+++ STORED DATA +++
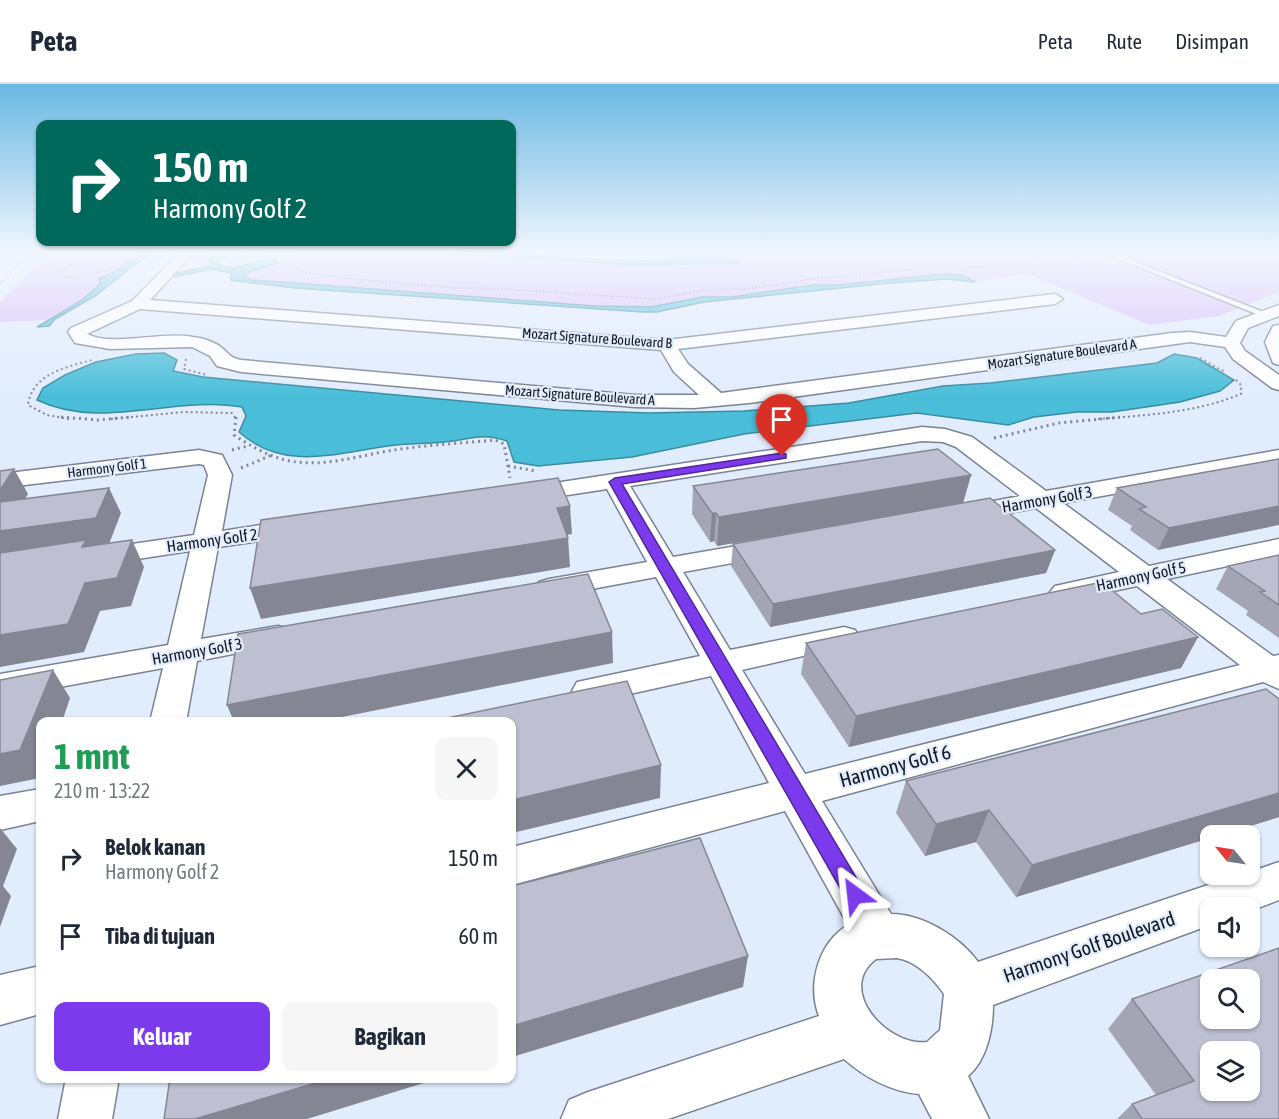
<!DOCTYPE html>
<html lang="id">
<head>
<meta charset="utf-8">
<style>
	body { margin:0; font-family:"Asap Condensed",sans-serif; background:#f6f6f7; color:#1f2937; height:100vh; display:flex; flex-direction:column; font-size:22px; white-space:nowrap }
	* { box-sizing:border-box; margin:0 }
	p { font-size:20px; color:#747a83 }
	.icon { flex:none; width:33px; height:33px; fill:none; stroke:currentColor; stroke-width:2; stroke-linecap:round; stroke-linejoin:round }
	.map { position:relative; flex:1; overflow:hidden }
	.details { position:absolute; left:36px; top:633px; width:480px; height:366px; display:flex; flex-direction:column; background:#fff; border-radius:12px; box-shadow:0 2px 4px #0004 }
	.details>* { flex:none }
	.banner { position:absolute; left:36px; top:36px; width:480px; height:126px; border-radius:12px; box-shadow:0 2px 4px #0004; background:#00695c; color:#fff; overflow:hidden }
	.needle { width:39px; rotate:300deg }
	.controls { position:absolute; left:1200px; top:741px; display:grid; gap:12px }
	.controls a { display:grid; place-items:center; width:60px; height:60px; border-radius:12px; background:#fff; box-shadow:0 2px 4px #0004; font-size:30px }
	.pin { position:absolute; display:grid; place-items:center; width:51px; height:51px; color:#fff; margin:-62px -26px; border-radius:50% 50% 50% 0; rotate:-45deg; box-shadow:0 0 6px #0007 }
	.pin .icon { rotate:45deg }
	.me { position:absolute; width:66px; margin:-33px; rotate:330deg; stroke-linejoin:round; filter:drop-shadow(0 0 4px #0008) }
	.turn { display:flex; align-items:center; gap:21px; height:126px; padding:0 18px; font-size:27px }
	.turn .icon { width:78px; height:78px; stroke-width:2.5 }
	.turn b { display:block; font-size:42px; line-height:51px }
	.round { display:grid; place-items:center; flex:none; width:63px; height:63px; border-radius:12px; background:#f6f6f7 }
	.headline { display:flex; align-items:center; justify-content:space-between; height:102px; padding:0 18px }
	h1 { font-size:36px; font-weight:700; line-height:45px; color:#1e9e55 }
	.button { display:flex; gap:12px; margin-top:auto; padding:12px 18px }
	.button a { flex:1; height:69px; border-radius:12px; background:#7c3aed; color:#fff; font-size:24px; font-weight:700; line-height:69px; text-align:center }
	.button a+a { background:#f6f6f7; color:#1f2937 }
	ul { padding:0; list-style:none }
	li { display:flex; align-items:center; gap:18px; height:78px; padding:0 18px }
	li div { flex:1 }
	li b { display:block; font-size:22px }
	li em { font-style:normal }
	header { display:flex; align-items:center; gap:36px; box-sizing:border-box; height:84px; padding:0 30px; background:#fff; border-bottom:2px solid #e0e1e3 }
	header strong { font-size:28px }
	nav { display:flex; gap:33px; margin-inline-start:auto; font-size:21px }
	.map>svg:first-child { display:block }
	.green { fill:#d8bdfb }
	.water { fill:#4abed9; stroke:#3a8ca1; stroke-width:1.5 }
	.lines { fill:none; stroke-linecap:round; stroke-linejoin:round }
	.stream { fill:#3a8ca1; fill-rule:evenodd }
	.service-casing { stroke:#798392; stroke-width:3 }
	.minor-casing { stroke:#798392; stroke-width:3 }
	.path-far2 { stroke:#808793; stroke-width:1.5; stroke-dasharray:1.5 2; stroke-linecap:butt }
	.path-far1 { stroke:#808793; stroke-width:2; stroke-dasharray:2 3; stroke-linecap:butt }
	.path { stroke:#808793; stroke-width:3; stroke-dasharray:2 4; stroke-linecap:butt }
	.service { fill:#fff; fill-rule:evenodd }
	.minor { fill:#fff; fill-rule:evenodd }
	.wall { fill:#a3a5b5 }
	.shaded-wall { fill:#858693 }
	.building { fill:#bec0d2; stroke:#858693; stroke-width:1.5; fill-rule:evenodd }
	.route { fill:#7c3aed; stroke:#51269a; stroke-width:1.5 }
	.labels { text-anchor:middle; stroke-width:4.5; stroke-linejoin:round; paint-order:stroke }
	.far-street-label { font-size:14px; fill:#13171d; stroke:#e1ecfd }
	.street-label { font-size:16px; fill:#13171d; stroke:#e1ecfd }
	.near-street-label { font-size:20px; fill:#13171d; stroke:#e1ecfd }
</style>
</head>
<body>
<header>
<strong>Peta</strong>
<nav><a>Peta</a><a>Rute</a><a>Disimpan</a></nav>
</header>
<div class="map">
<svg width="1279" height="1035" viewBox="0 0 1279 1035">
	<rect width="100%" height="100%" fill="#e1ecfd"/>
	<!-- green -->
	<path class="green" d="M51 167H140L143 168 115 188 99 195 101 198 81 217 46 236 0 238V218Z
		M304 167H417L633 181 738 179 737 175 660 177 666 167H1279V208L1219 232 1149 241 1028 190 975 198 962 191 952 190 886 194 839 201H814L732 213H703L651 223 594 222 267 198 245 193 250 186 276 179 273 177H284L293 170Z"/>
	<!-- water -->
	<path class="water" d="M140 167H153L95 212 55 235 49 242 37 243 81 217 101 199 99 195 115 188 143 168Z
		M417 167C490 167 563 175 636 177 666 178 714 168 741 176L738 179 633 181Z
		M227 173 219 177 218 180C240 193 254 168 277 179L246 189 245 193 253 196 594 222 651 223 703 213H732L814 201H839L942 190 962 191 975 198 947 195 891 199 704 218 657 228H643L295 204 231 196V189L213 185 168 194 167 191 210 182 213 179 207 177 210 174Z
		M164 269 177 276 173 287 203 293 559 326 649 329 744 327 849 319 943 302 990 299 1157 279 1174 270 1197 274 1234 296 1220 307 1180 318 1112 328H1077L1034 333 1008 341 917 329 744 350 632 373 538 382 514 378 507 357C479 348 471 356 444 358 425 360 407 359 388 362 335 369 284 388 239 348L246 332 242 323C174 311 102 347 37 316L43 304 65 291 96 278 136 270Z"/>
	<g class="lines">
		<!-- stream -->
		<path class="stream" d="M277 174 278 176 272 177 270 176Z"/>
		<!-- service casing -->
		<g class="service-casing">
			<path id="service" d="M683 167H731L728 169H686Z
				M1099 167H1107L1271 231 1264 233Z"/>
		</g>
		<!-- minor casing -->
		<g class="minor-casing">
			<path id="minor" d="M181 167H195L150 216 667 256 1055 210 1063 215 1055 220 678 265 688 280 721 309 1172 249 1190 248 1226 253 1236 237 1279 221V232L1248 244 1240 259 1245 267 1279 291V306L1272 304 1233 275 1225 263 1190 258 749 319 694 324 635 323 241 288 217 282 210 272 192 263 110 265 75 259 68 248 71 244 132 217ZM140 225 661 266 674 288 699 311H635L241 276C231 274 230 271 222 264 215 258 203 254 193 253 161 247 114 263 87 250Z
				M1279 241V281L1273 279 1265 258 1273 242Z
				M922 343 945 345 972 353 1046 407 1279 366V380L1063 419 1149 482 1279 455V471L1167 495 1273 572 1279 571V605L1263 598 822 717 891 830C923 830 960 853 978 878L1241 790H1250V788L1279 778V816L1250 827V824H1210V841L993 921C993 945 987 976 968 992L989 1035H932L919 1010C892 1008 864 993 844 975L668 1035H561L569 1016 588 1008 819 932C807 901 818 859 848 841L785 727 512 801V763L769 699 711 592 589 619 577 616 572 607 577 598 700 572 656 493 549 513 539 510 534 504 539 498 549 495 647 478 607 405 522 418 513 416 510 411 513 406 522 404ZM922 357 943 358 956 363 1020 412 951 425 947 430 951 435 960 438 1036 424 1119 488 1055 502 1050 508 1055 514 1065 517 1137 502 1240 581 805 690 742 586 855 560 860 553 855 546 844 543 730 566 683 488 771 472 781 470 785 464 781 458 771 456 673 473 630 402ZM897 874C916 877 933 894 944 910L940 946 927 958C888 963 835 906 876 875Z
				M199 366 222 371 232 391 222 447 300 435 309 437 313 443 309 449 300 451 218 463 201 555 278 542 289 545 294 552 289 559 197 577 186 638H150L163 584 0 614V590L168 561 190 467 98 481 88 479 84 473 88 467 98 465 194 451 208 391 204 381 199 380 0 404V390Z
				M40 705V737L0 746V712Z
				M40 882V930L0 941V891Z
				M66 994H119L112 1035H58Z"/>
		</g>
		<!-- path-far2 -->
		<path class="path-far2" d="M95 167 76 175 59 191C86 199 106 184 131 176 139 174 147 175 155 174
			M1060 167 1095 181
			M204 172 248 170 262 172 303 188 343 194 454 204H489L656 215 705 206 749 205 811 195 913 185 978 183 1033 176 1042 171 1038 167
			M0 200 32 167"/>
		<!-- path-far1 -->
		<path class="path-far1" d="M1200 274 1225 288
			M186 275 184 285 207 291
			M69 335 47 331 28 321C32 290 66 283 92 276
			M111 335 184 328 232 329 236 335
			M1098 335C1147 331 1195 329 1241 310V301L1236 296"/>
		<!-- path -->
		<path class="path" d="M61 333 98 336 131 333
			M236 333 234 351C252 363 275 376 297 378 330 382 362 371 394 366 427 361 461 359 495 356L504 360 510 394
			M994 354 1059 339 1122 333
			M232 366 248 362
			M508 382 536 387
			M241 384 272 371"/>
		<!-- service -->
		<use href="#service" class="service"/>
		<!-- minor -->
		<use href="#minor" class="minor"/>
	</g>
	<!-- wall -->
	<path class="wall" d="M1279 375 1158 466 1130 446 1132 442 1108 426 1117 404Z
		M971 391 963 419 717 462 714 457 710 458 692 430 693 402Z
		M733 460 1055 466 1046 489 770 543 731 482Z
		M1279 471V554L1246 531 1248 527 1216 505 1228 482Z
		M1198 553 1181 584 849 663 801 590 806 559Z
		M906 697 1279 733 1218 752H1210V754L1016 813 976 758 925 772 896 729Z
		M1132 915 1279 1035H1117L1132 1020 1156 1011 1108 945Z"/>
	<!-- shaded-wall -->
	<path class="shaded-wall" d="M14 385 28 410 7 445 0 434V406Z
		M971 391 963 419 717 462 719 433Z
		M109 404 121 429 109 460 0 476V447Z
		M570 422 572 450 559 452 557 424Z
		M1279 422V441L1158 466 1169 444Z
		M712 429H716L714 457 710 458Z
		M568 454 570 483 261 535 250 504Z
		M132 456 144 483 131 522 100 527 84 568 0 583V551Z
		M1055 466 1046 489 770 543 773 520Z
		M612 548 613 579 317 638H234L227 621Z
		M1198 553 1181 584 849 663 856 632Z
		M53 586 70 614 62 638H40V694L0 702V670Z
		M661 681 660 714 512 749V716Z
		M1279 709V733L1218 752H1210V754L1016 813 1032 781Z
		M989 726 976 758 925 772 936 740Z
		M0 744 17 765 3 802 11 812 0 843Z
		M748 872 743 903 512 973V942Z
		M332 994H440L307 1035H195Z"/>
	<!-- building -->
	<path class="building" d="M938 365 971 391 719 433 716 429H712L693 402Z
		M1279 375V422L1169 444 1139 425 1146 423 1117 404Z
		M14 385 0 406V387Z
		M558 394 570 422 557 424 568 454 250 504 261 436Z
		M109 404 96 434 0 447V418Z
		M990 414 1055 466 773 520 733 460Z
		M86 456 82 463 132 456 117 494 85 499 68 540 0 551V469Z
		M1279 471V521L1260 508 1265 507 1228 482Z
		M588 490 612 548 227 621 238 550Z
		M1102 498 1141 530 1162 525 1198 553 856 632 806 559Z
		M53 586 20 666 0 670V596Z
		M627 597 661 681 512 716V638H428Z
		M1266 605 1279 615V709L1032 781 989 726 936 740 906 697Z
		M700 754 748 872 512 942V802Z
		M1279 864V1035H1142L1132 1020 1194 997 1132 915ZM1210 896H1250V934H1210ZM1210 968H1250V1006H1210Z
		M170 994H332L195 1035H164Z"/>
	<!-- sky -->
	<linearGradient id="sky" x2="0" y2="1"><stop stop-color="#69b8e2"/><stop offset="0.54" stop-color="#f2f6fe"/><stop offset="1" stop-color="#f2f6fe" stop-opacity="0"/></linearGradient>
	<rect width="1279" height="312" fill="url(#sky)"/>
	<!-- route -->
	<path class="route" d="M782 369 786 370V374L622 400 863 805 865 811 863 818 855 820 848 818 609 398 615 394Z"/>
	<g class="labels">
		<!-- far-street labels -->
		<g class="far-street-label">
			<text transform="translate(597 254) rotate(4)" y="5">Mozart Signature Boulevard B</text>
			<text transform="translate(1062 270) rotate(-8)" y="5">Mozart Signature Boulevard A</text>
			<text transform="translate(580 311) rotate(4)" y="5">Mozart Signature Boulevard A</text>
			<text transform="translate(107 384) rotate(-7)" y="5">Harmony Golf 1</text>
		</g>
		<!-- street labels -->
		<g class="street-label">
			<text transform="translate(1047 415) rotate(-10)" y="6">Harmony Golf 3</text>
			<text transform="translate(212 456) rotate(-8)" y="6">Harmony Golf 2</text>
			<text transform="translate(1141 492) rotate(-12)" y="6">Harmony Golf 5</text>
			<text transform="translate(197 567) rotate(-10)" y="6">Harmony Golf 3</text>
		</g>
		<!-- near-street labels -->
		<g class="near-street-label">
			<text transform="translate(895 682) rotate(-15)" y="7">Harmony Golf 6</text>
			<text transform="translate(1089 863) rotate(-19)" y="7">Harmony Golf Boulevard</text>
		</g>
	</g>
</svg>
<div class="controls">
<a><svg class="needle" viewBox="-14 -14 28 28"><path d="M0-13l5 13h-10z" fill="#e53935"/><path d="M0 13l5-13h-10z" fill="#747a83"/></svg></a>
<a><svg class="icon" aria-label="sound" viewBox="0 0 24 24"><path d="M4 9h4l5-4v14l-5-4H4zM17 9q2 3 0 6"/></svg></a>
<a><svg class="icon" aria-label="search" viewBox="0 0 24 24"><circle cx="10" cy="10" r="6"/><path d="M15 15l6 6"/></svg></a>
<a><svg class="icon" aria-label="layers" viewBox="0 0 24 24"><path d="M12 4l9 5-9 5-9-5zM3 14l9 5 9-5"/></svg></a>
</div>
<div class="pin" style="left:782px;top:372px;background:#d93025"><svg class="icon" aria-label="arrive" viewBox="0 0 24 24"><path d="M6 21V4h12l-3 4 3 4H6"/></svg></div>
<svg class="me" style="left:855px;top:811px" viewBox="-20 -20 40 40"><path d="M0-17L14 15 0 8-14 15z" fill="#7c3aed" stroke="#fff" stroke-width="4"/></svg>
<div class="banner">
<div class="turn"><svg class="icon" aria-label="right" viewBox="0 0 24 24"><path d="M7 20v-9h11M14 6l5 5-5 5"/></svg><div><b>150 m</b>Harmony Golf 2</div></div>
</div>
<section class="details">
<div class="headline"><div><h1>1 mnt</h1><p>210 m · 13:22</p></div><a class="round"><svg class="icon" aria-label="close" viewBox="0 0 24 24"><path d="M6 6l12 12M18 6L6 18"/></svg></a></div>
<ul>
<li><svg class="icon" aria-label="right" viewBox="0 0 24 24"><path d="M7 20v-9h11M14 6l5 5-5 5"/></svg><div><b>Belok kanan</b><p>Harmony Golf 2</p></div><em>150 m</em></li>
<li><svg class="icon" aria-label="arrive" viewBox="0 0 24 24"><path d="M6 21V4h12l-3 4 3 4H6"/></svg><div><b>Tiba di tujuan</b></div><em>60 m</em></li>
</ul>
<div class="button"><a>Keluar</a><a>Bagikan</a></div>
</section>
</div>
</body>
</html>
+++
*PROBLEM TO SOLVE*.
All lines above from the one with "<nav><a>Peta</a><a>Rute</a><a>Disimpan</a></nav>" to the one with "<!-- green -->", inclusive, should be copied exactly, and no other lines.

*SOLUTION FOR THIS TASK*.
<nav><a>Peta</a><a>Rute</a><a>Disimpan</a></nav>
</header>
<div class="map">
<svg width="1279" height="1035" viewBox="0 0 1279 1035">
	<rect width="100%" height="100%" fill="#e1ecfd"/>
	<!-- green -->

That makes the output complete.